Proteasome-dependent degradation of Chk1 kinase induced by the topoisomerase II inhibitor R16 contributes to its anticancer activity

Abstract

The novel naphthalimide derivative R16 has been demonstrated to exhibit potent in vitro and in vivo anticancer activity by inhibiting topoisomerase II (Top2). R16 induces G2 arrest via an ATM-activated Chk2-executed pathway, accompanied by reducing Chk1. In this study, R16 was demonstrated to trigger time- and concentration-dependent Chk1 reduction which was unrelated to the mRNA level and HSP90-involved degradation.
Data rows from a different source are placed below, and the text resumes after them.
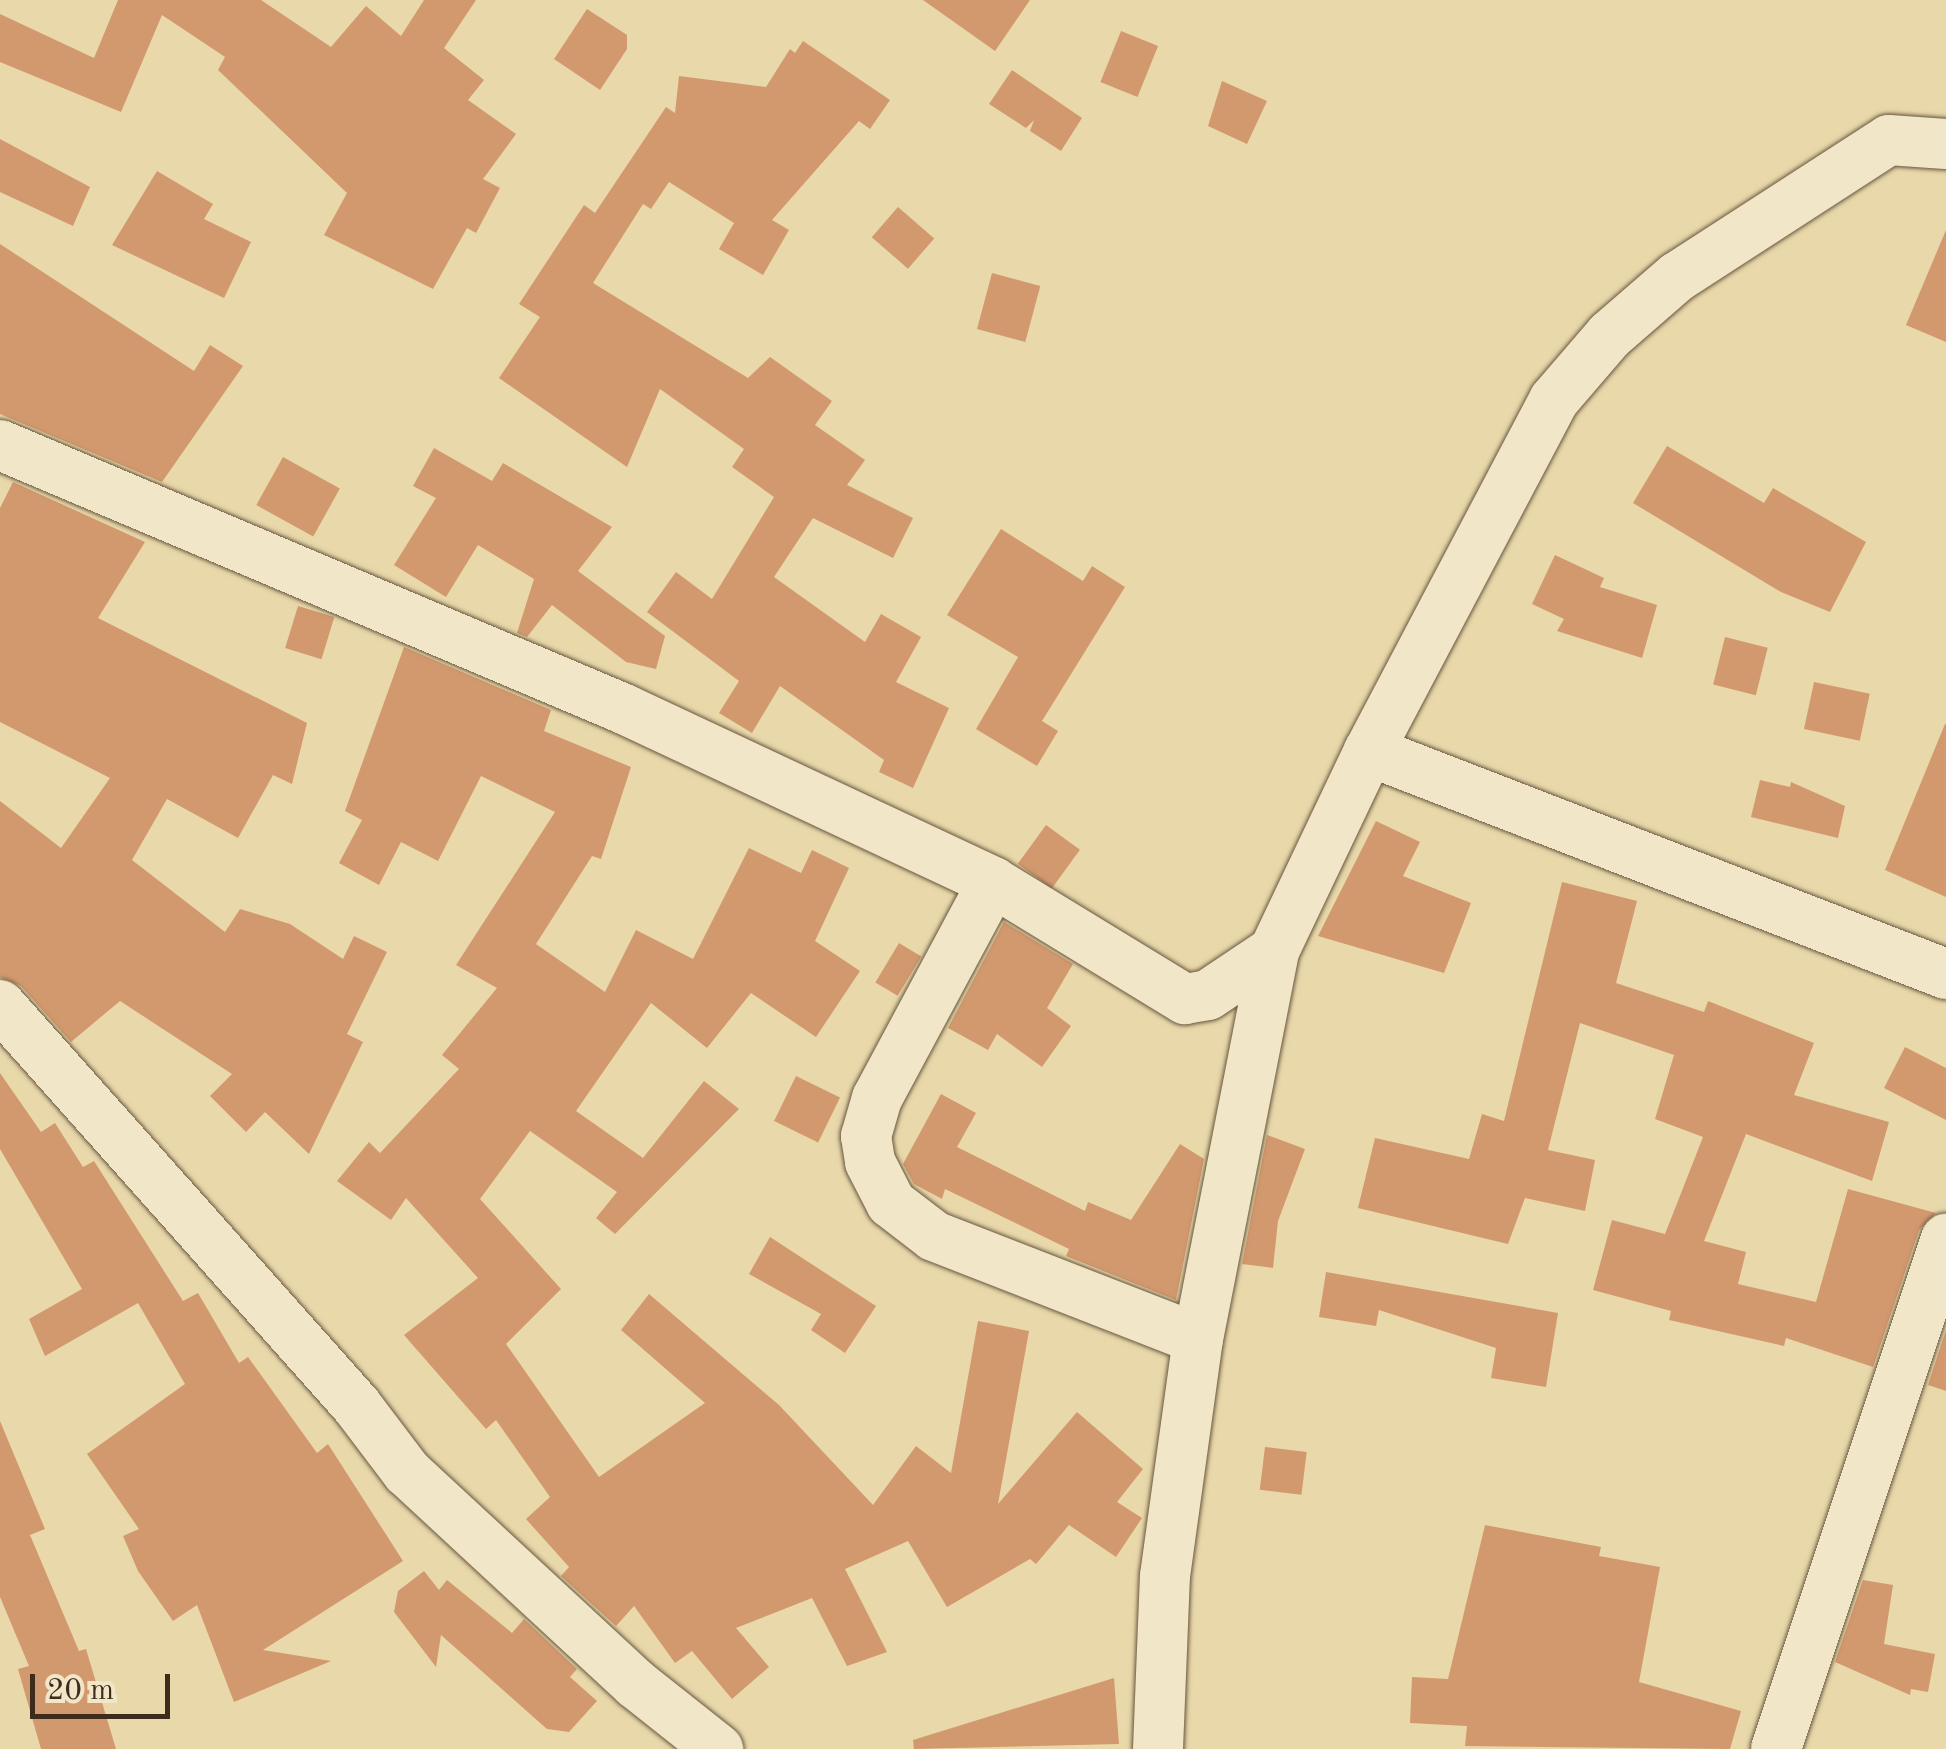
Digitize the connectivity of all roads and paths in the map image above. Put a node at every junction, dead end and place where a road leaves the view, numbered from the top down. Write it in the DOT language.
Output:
graph roads {
  1 [pos="1946,144"];
  2 [pos="0,445"];
  3 [pos="1368,751"];
  4 [pos="994,882"];
  5 [pos="1274,952"];
  6 [pos="1946,974"];
  7 [pos="0,1005"];
  8 [pos="1946,1239"];
  9 [pos="1198,1339"];
  10 [pos="718,1749"];
  11 [pos="1158,1749"];
  12 [pos="1776,1749"];
  1 -- 3 [label="street"];
  2 -- 4 [label="street"];
  3 -- 5 [label="street"];
  3 -- 6 [label="street"];
  4 -- 5 [label="street"];
  4 -- 9 [label="street"];
  5 -- 9 [label="street"];
  7 -- 10 [label="street"];
  8 -- 12 [label="street"];
  9 -- 11 [label="street"];
}
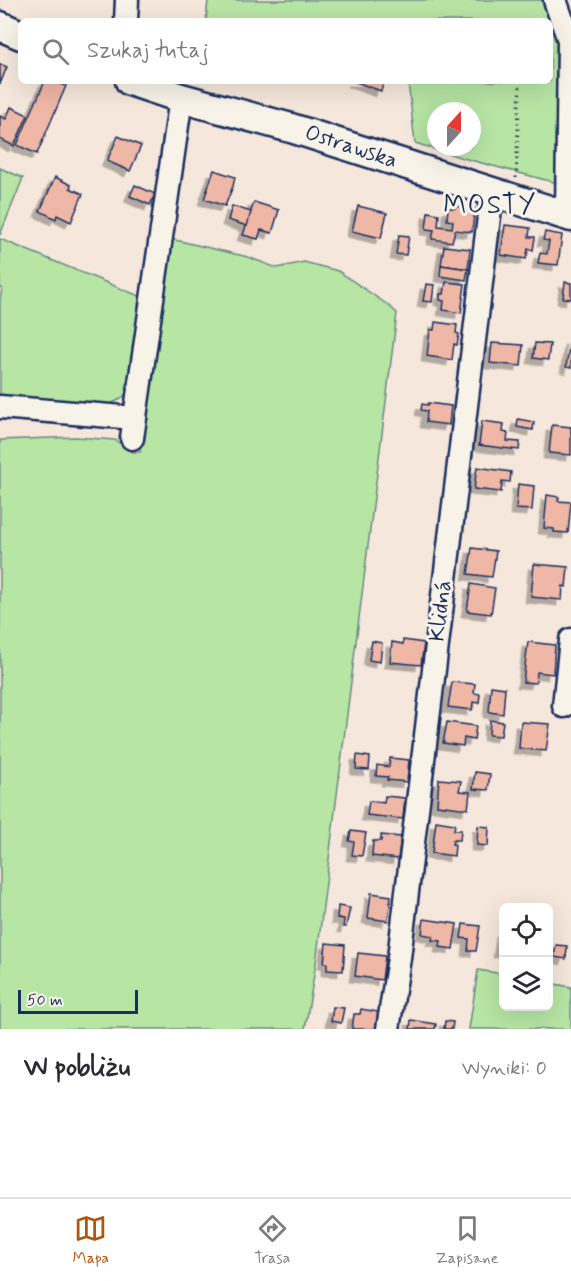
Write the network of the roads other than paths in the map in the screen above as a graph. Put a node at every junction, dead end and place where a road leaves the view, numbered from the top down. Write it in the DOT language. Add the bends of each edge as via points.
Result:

Pretreatment of HCT116 cells with the proteasome inhibitors MG132 or lactacystin prevented Chk1 decline induced by R16, accompanied by significant accumulation of ubiquitinated Chk1 protein, indicating the involvement of ubiquitin-proteasome pathway. Meanwhile, R16 also resulted in loss of Chk1 function. By site-specifically mutating the phosphorylation sites of Chk1 protein at Ser 317 or at Ser 345, we further demonstrated that R16-triggered Chk1 reduction was associated with its apoptotic induction and cell killing. In conclusion, the data reveal that the novel Top2 inhibitor R16 induces degradation of Chk1 via the ubiquitin-proteasome pathway, impairing the function of Chk1 and thus contributing to the anticancer activity of R16.